Ts65Dn mice, a model for Down syndrome, have deficits in context discrimination learning suggesting impaired hippocampal function

• Published in: Behavioural brain research Vol. 118; no. 1; pp. 53 - 60
• Main Authors: Hyde, Lynn A, Frisone, Deborah F, Crnic, Linda S
• Format: Journal Article
• Language: English
• Published: Shannon Elsevier B.V 08.01.2001; Elsevier Science
• Subjects: Age Factors; Animal; Animals; Biological and medical sciences; Discrimination Learning; Disease Models, Animal; Down Syndrome - pathology; Down Syndrome - psychology; Fear; Fear related behaviors; Fundamental and applied biological sciences. Psychology; Genotype; Hippocampal dependent learning; Hippocampus - physiology; Hippocampus - physiopathology; Human chromosome 21; Learning; Learning. Memory; Male; Mice; Mice, Neurologic Mutants; Psychology. Psychoanalysis. Psychiatry; Psychology. Psychophysiology; Segmental trisomy; Shock sensitivity; Video analysis of behavior; Fear related behaviors; Shock sensitivity; Video analysis of behavior; Hippocampal dependent learning; Human chromosome 21; Segmental trisomy; Chromosomal aberration; Context; Animal model; Trisomy; Rodentia; Central nervous system; Aneuploidy; Down syndrome; Experimental study; Learning; Vertebrata; Mammalia; Acquisition process; Mouse; Animal; Tonic immobility; Hippocampus; Brain (vertebrata)

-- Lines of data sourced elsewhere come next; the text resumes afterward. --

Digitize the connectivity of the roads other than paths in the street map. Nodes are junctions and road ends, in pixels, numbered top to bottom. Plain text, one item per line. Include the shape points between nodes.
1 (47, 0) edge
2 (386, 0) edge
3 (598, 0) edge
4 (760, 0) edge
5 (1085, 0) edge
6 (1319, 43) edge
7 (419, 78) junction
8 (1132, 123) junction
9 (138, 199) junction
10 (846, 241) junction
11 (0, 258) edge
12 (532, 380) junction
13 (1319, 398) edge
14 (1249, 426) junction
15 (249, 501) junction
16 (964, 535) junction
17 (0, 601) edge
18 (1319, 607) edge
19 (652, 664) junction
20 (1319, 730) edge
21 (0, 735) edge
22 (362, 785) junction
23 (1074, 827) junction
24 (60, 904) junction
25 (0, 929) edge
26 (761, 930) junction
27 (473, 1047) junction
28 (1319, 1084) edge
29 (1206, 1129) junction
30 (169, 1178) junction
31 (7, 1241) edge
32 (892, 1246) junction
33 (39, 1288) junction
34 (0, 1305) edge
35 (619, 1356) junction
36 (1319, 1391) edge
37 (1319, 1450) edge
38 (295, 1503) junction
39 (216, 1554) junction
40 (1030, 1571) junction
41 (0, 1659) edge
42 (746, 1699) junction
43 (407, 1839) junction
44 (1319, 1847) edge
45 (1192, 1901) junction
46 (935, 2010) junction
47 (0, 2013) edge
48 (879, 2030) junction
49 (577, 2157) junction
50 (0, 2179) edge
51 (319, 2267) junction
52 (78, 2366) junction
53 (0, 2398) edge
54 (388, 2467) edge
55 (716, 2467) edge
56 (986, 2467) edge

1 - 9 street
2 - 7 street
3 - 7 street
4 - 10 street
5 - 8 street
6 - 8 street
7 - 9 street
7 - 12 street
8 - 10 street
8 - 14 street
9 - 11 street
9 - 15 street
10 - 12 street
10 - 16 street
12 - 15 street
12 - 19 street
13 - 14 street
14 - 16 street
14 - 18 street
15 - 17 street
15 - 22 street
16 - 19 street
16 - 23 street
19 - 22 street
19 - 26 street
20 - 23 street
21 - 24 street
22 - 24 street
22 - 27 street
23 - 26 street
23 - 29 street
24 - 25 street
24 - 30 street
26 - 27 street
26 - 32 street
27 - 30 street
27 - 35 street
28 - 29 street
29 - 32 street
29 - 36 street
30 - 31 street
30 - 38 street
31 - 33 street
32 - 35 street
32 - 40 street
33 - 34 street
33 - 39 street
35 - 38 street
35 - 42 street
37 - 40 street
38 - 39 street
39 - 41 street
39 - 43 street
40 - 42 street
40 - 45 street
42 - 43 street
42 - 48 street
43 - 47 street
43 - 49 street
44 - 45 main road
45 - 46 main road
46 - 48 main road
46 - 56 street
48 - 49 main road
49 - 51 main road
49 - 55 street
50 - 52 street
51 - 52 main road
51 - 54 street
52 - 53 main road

• ISSN: 0166-4328; 1872-7549
• DOI: 10.1016/S0166-4328(00)00313-2

The Ts65Dn mouse is segmentally trisomic for a part of mouse chromosome 16 and is a genetic model for Down syndrome and Alzheimer's disease. Although many studies have examined the learning and memory processes in Ts65Dn mice, it has yet to be determined if Ts65Dn mice are specifically impaired in learning tasks that require an intact hippocampus. Context discrimination learning is dependent on the dorsal hippocampus in mice. In this task, mice learn to discriminate two similar contexts, one of which is associated with foot shock. In the current study, Ts65Dn mice learned almost identically to what has been reported for mice with dorsal hippocampal lesions, while controls behaved similarly to sham lesioned mice. Therefore, Ts65Dn mice have learning deficits in a hippocampal dependent task that may be related to the loss of cholinergic input to the hippocampus, which occurs after 6 months of age.